Konu derin. Kapitalizmden başlamak lazım ama merak etmeyin, gaz ve toz bulutundan başlar gibi kapitalizmi anlatmayacağım. Neticede herkes, “kapitalizm” denildiğinde en azından “emeğin sömürülmesi” olarak tercüme ediyordur.
Bu yazının amacı, sizi işinizden soğutmak değildir. Tam olarak, şartlarınızı sorgulatma amacı da taşımaz. Hani hep diyorum ya “kariyerinizde size yardımcı olacak içerikler üretmeye çalışıyorum” diye… Heh işte bu yazı da onlardan biri olmayı hedefliyor. Yaptığınız iş her ne olursa olsun, çalışma şartlarınız her ne olursa olsun, bazı gereksiz kuralları, güçlü iletişimle ortadan kaldırabilirsiniz. Bu sayede daha kaliteli bir çalışma hayatına sahip olabilir, kariyer yolculuğunuzda daha huzurlu olabilirsiniz. Bana katılır mısınız bilmiyorum; yorumlarda göreceğiz 😉
Öyleyse, konuya şuradan girelim:
Beterin beteri var, diyerek katlandığımız; katlanırken fark etmediğimiz, fark edince de aksiyon almadığımız bazı gereksiz durumları gözden geçirelim istiyorum.

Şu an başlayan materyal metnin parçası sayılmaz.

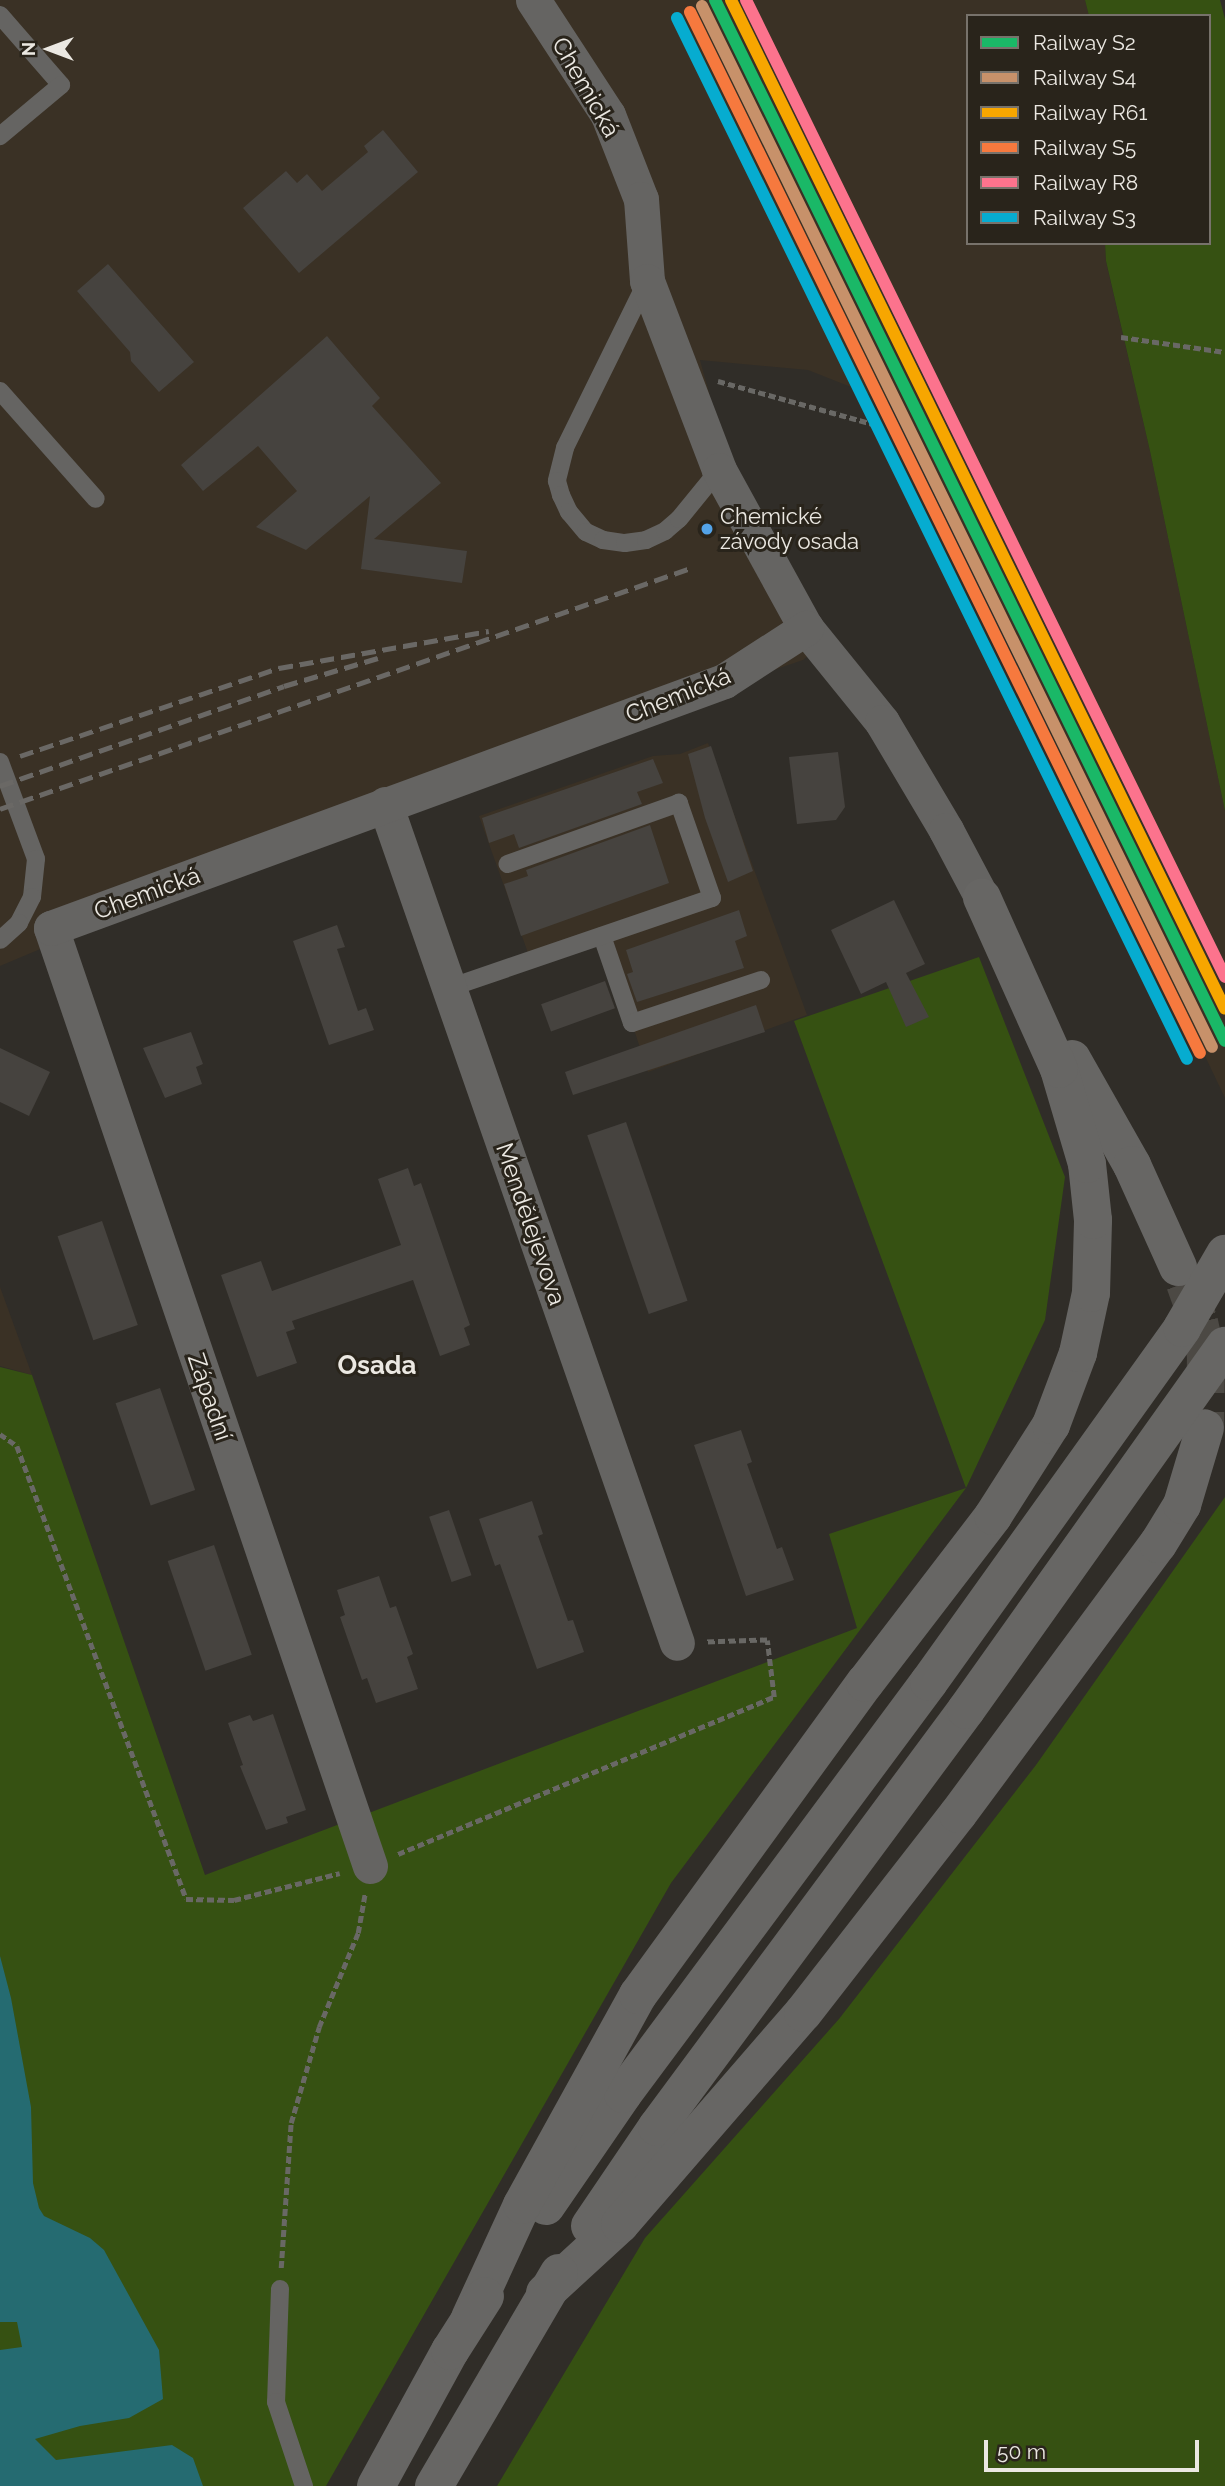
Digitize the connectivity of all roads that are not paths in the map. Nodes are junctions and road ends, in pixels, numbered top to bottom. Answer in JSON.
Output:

🤳 Bu yazıyı okuyanlar arasında, mesai saatlerinde cep telefonu kullanımının yasak olduğu işlerde çalışanlar vardır.
🤷♂️ Mesela ben öğrenciyken, cepsiz pantolonla çalışma zorunluluğu olan bir firmada çalışmıştım. Bir işveren (firma, yönetim vs), personelden neden cepsiz pantolon giymesini ister? Bunu birazdan açıklayacağım.
⏳ Yemek molasına çıktığı anda, ardından adeta kronometre tutulanlar veya çay molasına çıkıp, geri dönmesi gereken sürenin bile önceden planlanmış olduğu çalışanlar vardır. Ahmet’in çay molası 14:25-14:35! Ahmet programın dışına çıkamaz. Çıkarsa, sistem hata verir. Sistem? Durun, oraya da geleceğim.

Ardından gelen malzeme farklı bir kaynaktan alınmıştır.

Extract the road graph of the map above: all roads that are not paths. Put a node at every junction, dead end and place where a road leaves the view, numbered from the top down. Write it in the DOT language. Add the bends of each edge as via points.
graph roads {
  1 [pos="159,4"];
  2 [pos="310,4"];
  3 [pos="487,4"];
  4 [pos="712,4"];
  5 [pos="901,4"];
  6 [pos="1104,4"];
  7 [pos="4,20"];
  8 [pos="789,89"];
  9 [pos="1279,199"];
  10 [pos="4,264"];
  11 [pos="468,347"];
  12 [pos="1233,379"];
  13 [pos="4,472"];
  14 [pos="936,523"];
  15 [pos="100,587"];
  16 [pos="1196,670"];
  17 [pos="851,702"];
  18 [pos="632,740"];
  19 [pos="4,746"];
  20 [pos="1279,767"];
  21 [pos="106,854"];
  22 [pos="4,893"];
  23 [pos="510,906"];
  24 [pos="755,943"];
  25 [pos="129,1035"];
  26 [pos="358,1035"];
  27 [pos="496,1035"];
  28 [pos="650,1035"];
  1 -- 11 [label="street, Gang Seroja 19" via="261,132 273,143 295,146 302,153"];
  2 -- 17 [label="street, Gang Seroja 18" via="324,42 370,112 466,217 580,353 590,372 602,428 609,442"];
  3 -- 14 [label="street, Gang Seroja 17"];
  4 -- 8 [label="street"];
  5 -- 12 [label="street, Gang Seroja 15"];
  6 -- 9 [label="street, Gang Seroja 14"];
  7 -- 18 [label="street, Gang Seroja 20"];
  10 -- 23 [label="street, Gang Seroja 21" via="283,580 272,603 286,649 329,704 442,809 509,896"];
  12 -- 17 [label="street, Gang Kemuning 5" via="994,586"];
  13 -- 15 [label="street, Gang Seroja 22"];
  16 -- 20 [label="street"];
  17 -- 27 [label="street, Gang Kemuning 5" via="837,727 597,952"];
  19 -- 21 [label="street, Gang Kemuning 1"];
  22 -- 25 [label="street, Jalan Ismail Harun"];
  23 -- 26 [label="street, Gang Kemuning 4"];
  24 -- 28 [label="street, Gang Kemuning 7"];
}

👎 “Esnek çalışma saatleri” şeklinde yumuşatılmış kavramlarla bayağı esnetilen personeller vardır. Daha kötüsü, esnemediklerinde ise acımasızca kırılan personeller vardır.
🙇♀️ Yıllık iznini kullanmak istediğinde sanki hakkı olmayan bir şeyi istiyormuş gibi muamele görenler vardır.
🤒 😒 Yöneticisini arayıp “kötü hissediyorum, bugün gelemeyeceğim” diyemeyenler vardır. Bunu dediğinde çeşitli homurdanmalarla -bu psikolojik şiddettir- karşılaşacağını bilenler de vardır.
🏃♀️ Bu yazıyı okuyanlar arasında maaşı sürekli gecikenler vardır. Hatta bu maddenin kapsadığı kişiler ezici üstünlükte olabilirler. Öte yandan bu kişilerin işe geç kalma hakkı yoktur. Hmm… Bazı haksızlıklıkları yapma lüksü tek taraflı olabiliyor.
👠 👔 Back ofice (arka planda, müşterinin görmediği ofiste) çalıştığı halde, klasik giyinmek zorunda olanlar, saçını toplamak & sakal traşı olmak zorunda olanlar vardır.
💼 Back ofice (arka planda, müşterinin görmediği ofiste) çalıştığı halde, sandalyesine yayılarak oturamayanlar da vardır. Çünkü orası ciddi bir kurumdur ya hani(!)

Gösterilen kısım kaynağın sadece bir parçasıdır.